Hiroshi Ochiai, Professor and Study Senior Author, Kyushu University
Ochiai and his colleagues tested this theory using seq-DNA/RNA-IF-FISH, a sophisticated imaging method that uses fluorescent probes to label DNA, RNA, and proteins. Thanks to this triple-layered technique, the researchers were able to concurrently record the locations of particular proteins, RNA, and DNA in three dimensions within individual mouse embryonic stem cells.
With that information, the team could see, in unprecedented detail, where the proteins were accumulating, how the promoters and enhancers were interacting during bursts of activity, and whether specific genes were on or off.
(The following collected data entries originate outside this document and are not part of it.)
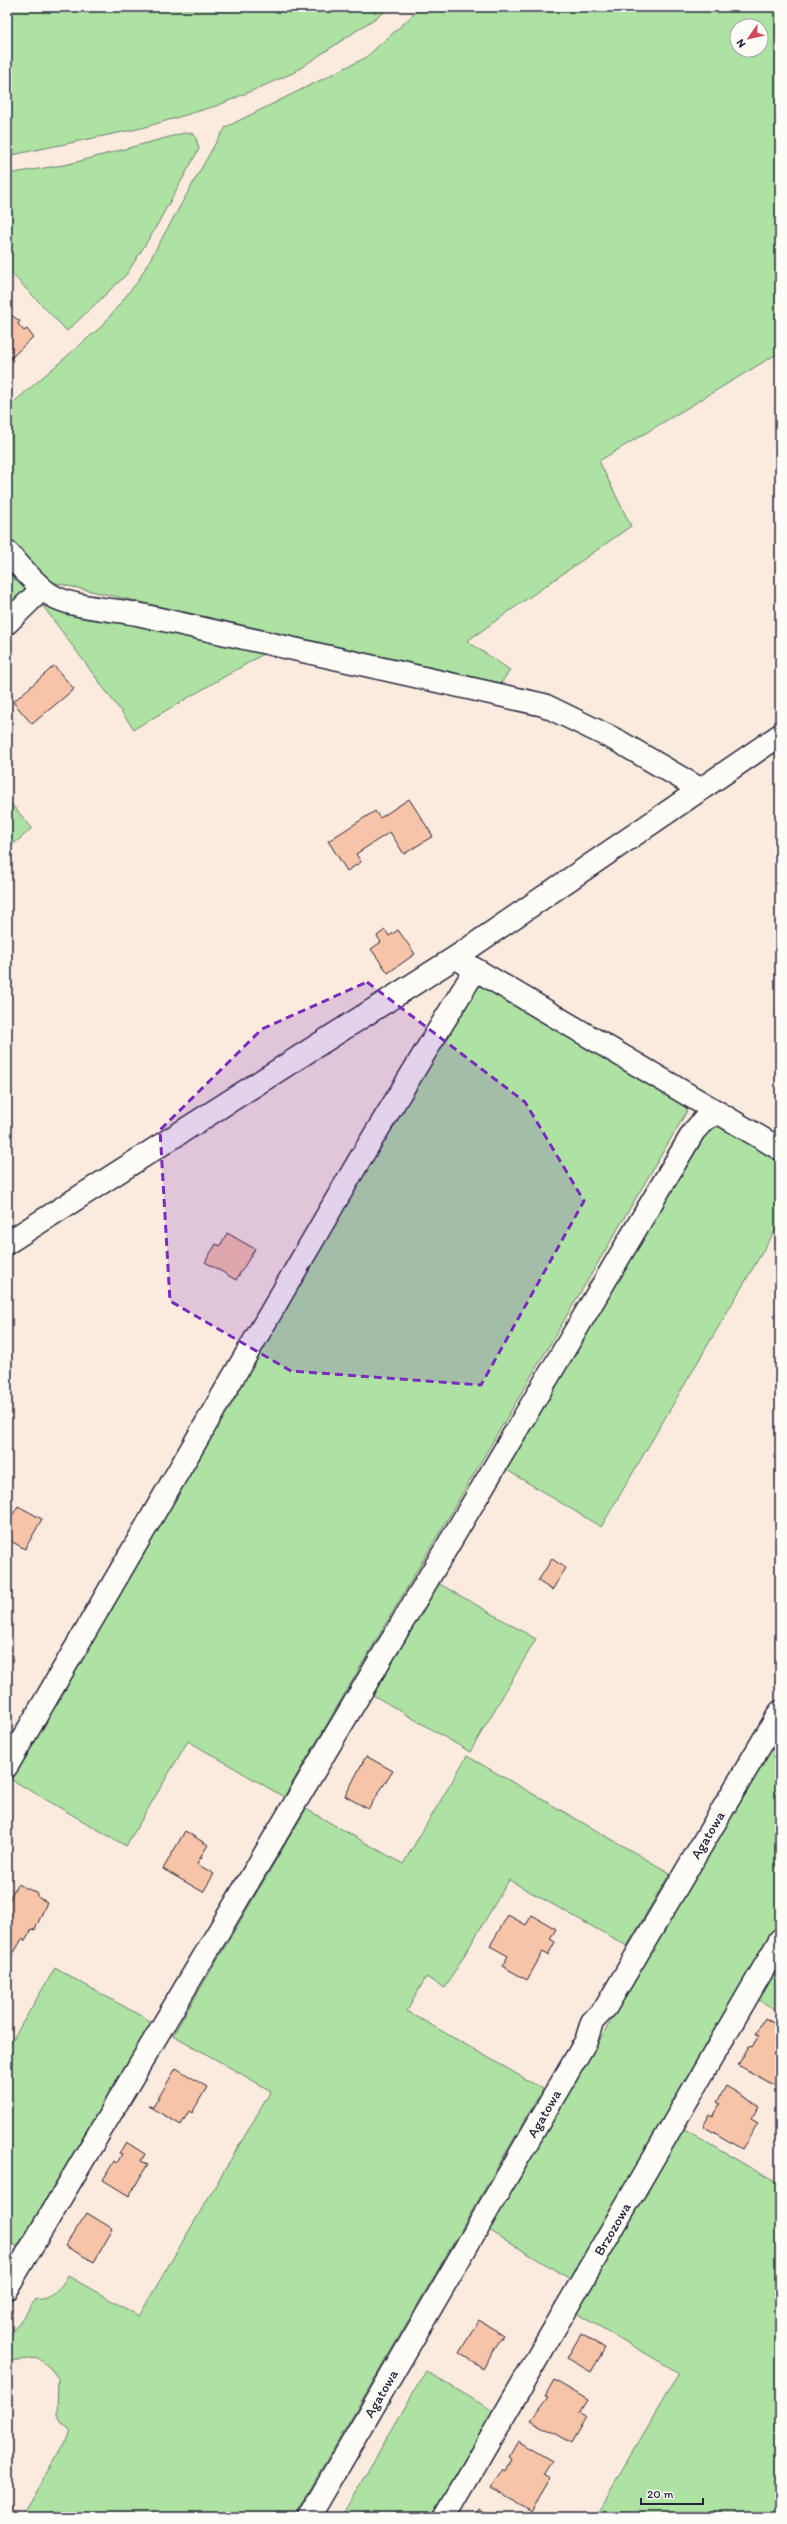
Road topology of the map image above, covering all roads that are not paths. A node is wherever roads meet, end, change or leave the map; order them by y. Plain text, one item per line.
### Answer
1 (7, 552) edge
2 (42, 589) junction
3 (7, 623) edge
4 (780, 735) edge
5 (700, 789) junction
6 (456, 957) junction
7 (475, 970) junction
8 (718, 1113) junction
9 (780, 1149) edge
10 (7, 1243) edge
11 (780, 1712) edge
12 (7, 1766) edge
13 (780, 1940) edge
14 (7, 2288) edge
15 (309, 2517) edge
16 (444, 2517) edge

1 - 2 street
2 - 3 street
2 - 5 street
4 - 5 street
5 - 6 street
6 - 7 street
6 - 10 street
7 - 8 street
7 - 12 street
8 - 9 street
8 - 14 street
11 - 15 street, Agatowa
13 - 16 street, Brzozowa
For instance, the researchers concentrated on a gene called Nanog, which is located on chromosome 6 and is 770,000 bases long. It has three enhancer regions and a promoter, and it is known to experience transcriptional bursting in mouse embryonic stem cells that are cultured.
The researchers discovered that the most distant enhancer was situated in close spatial proximity to the Nanog gene in imaged cells that contained Nanog RNA, indicating that the gene was active. The imaging, however, revealed that the same enhancer region was physically farther away when Nanog was not in use.
Furthermore, when Nanog was active, the researchers discovered that proteins that control transcription also gathered near enhancers and promoters.
Ochiai and his colleagues employed computer modeling to better understand the mechanism by describing the movement and interaction of the various DNA segments within the cell, both in the active and inactive states of the Nanog gene.
They created their model by creating a “map” of the frequency of interactions between various DNA regions and the spatial folding of DNA using data from their imaging experiments. The model then used this map to simulate the random movement of the DNA chain.
According to the model, each enhancer region interacted with the promoters for over twice as long when the gene was active as it did when it was dormant.
The model demonstrated that “friction” around the DNA was the cause of these extended periods of interaction. When Nanog was active, proteins and RNA accumulated, making the fluid more viscous and slowing the movement of the modeled DNA strand. As a result, the gene could remain active for extended periods.
On the other hand, when Nanog was inactive, the simulated DNA moved more quickly, which prevented the promoter and enhancers from interacting.
The modeling suggests that bursting is stabilized due to these reinforcing loops. Of course, this is just a simulation. The next step is to prove this mechanism also occurs in cells.”
Hiroshi Ochiai, Professor and Study Senior Author, Kyushu University
Source:
Journal reference:
Ohishi, H., et al. (2024) Transcription-coupled changes in genomic region proximities during transcriptional bursting. Science Advances. doi.org/10.1126/sciadv.adn0020.